Additionally, Defra has assured pork and poultry suppliers that if a shutdown did occur, the two sectors would be prioritised alongside areas such as the nuclear industry and the NHS, said British Meat Processors Association CEO Nick Allen.

However, that move could prove to be particularly contentious in the event of any future gas shortages, suggests one senior food sector source, and could even prompt a legal challenge by other categories, such as soft drinks and beers, who would argue “prioritising pigs and poultry over other parts of the food sector isn’t fair”.

Questions also remained over how gas supplies could be shipped to the UK in the event of CF stopping production, the source added.

“There is a critical logistics issue with [sourcing from] Norway,” they said. “Because no one ever needed to move CO2 in bulk and at such scale, there’s only one boat that can do that. So production can come from Norway but the physical act of getting it to the UK requires more transport capacity than currently exists.” 
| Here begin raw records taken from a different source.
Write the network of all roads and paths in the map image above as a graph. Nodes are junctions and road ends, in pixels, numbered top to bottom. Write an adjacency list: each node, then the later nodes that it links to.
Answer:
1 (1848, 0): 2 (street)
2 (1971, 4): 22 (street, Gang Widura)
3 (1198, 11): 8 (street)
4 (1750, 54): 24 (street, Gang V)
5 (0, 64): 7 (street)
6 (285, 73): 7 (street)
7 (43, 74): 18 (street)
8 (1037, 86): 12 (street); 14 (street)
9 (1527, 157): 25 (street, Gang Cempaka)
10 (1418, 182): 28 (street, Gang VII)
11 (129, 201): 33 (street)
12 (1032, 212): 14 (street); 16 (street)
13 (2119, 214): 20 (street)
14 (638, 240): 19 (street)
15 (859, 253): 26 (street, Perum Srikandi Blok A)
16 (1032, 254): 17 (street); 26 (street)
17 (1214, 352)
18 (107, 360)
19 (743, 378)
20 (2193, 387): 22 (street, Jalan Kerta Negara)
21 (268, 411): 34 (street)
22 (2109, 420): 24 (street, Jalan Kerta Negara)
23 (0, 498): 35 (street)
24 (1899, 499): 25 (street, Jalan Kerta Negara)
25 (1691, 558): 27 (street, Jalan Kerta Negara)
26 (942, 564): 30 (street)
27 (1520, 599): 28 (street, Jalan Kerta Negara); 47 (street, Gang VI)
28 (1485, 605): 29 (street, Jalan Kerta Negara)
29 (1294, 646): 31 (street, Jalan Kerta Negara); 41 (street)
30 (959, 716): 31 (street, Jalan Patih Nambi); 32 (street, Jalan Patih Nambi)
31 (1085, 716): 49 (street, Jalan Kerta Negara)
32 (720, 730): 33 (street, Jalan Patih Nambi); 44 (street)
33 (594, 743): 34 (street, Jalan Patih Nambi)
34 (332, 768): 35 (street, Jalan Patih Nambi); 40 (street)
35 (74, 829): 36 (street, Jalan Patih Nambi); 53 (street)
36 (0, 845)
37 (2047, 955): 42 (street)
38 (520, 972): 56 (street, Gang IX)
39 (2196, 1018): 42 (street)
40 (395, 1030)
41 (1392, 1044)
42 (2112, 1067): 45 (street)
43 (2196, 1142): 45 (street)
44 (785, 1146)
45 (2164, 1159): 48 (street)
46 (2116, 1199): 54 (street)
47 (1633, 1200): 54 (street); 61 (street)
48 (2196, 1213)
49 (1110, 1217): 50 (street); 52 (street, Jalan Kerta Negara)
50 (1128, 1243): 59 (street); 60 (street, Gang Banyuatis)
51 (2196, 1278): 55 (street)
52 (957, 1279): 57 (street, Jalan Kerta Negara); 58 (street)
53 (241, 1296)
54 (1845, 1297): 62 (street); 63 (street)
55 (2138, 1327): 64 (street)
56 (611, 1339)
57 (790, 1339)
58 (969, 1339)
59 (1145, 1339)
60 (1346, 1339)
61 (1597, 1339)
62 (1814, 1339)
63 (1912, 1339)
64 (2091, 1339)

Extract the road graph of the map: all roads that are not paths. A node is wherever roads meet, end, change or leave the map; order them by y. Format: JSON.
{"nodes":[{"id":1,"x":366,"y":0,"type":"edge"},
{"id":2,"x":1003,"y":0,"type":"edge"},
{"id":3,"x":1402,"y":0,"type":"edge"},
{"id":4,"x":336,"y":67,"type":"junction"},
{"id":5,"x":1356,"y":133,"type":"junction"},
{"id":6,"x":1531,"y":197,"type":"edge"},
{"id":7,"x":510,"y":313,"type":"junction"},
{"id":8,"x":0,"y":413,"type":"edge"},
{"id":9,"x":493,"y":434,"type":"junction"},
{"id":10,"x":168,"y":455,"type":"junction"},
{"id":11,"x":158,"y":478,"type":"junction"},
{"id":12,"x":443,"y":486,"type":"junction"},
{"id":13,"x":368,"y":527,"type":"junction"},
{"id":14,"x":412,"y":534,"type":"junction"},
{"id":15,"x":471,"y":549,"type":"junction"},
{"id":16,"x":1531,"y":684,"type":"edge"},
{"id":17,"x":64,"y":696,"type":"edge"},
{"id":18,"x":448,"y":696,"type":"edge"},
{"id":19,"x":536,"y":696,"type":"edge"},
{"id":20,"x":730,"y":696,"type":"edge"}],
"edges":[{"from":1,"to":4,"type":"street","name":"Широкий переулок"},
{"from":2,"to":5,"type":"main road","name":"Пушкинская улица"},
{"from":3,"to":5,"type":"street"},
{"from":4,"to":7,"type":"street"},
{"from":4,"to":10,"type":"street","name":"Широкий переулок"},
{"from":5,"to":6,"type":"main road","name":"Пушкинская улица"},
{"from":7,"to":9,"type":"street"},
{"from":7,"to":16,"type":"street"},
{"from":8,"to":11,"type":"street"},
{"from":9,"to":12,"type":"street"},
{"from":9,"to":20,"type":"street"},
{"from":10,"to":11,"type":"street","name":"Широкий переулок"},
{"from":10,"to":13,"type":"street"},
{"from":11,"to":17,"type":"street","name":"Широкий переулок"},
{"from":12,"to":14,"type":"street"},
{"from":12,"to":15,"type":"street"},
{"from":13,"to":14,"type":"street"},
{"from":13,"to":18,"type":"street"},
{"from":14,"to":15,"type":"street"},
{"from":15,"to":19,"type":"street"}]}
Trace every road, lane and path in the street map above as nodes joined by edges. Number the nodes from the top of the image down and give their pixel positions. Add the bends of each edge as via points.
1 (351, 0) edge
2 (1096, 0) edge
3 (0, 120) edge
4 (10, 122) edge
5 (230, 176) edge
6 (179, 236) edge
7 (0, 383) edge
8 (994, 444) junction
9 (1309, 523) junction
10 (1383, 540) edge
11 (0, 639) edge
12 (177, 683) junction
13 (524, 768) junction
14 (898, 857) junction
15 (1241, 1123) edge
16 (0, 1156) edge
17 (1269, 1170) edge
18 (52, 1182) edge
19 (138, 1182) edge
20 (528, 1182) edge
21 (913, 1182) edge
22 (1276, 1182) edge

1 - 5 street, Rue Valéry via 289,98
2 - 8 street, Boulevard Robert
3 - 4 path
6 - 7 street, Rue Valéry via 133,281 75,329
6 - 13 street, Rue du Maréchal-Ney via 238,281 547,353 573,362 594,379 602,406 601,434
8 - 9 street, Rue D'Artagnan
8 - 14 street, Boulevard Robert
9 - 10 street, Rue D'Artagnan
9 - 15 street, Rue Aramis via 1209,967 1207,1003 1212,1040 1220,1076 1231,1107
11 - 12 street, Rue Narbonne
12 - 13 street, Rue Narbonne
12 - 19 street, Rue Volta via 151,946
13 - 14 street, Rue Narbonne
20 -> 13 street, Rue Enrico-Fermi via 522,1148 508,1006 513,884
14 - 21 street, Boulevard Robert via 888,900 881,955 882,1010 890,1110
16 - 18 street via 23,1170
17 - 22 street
Experts had also suggested that the capacity the government was now banking on could be overstated, the source said, particularly given how the Norway gas supply route via chemical firm Yara could face increased demand due to the developing Ukraine/Russia crisis. 

What will happen next?

Ahead of BEIS’ announcement on 1 February, a deal simply had to be done, suggested one senior food sector source with knowledge of the current situation. Contracts between CF and its three main suppliers Nippon, Air Liquide and BOC were expected to be rolled over for the next two to three months at least – as long as gas prices remained where they have been.

There was also “fanciful talk of a coalition of customers buying” the CF plant, they added. “But it’s got to be a buyer who thinks this is a commercial proposition.”

If energy prices do rise significantly, that could kill off such a proposition. But if a conflict were to commence between Russia and Ukraine, that might also open up demand for fertiliser via CF, they suggest, given how dominant Russia is in this market and how it could become subject to punitive western sanctions.

Despite the short-term relief of February’s pricing agreement, it looks like the spectre of uncertainty in such a key food and drink supply chain shows no sign of disappearing any time soon.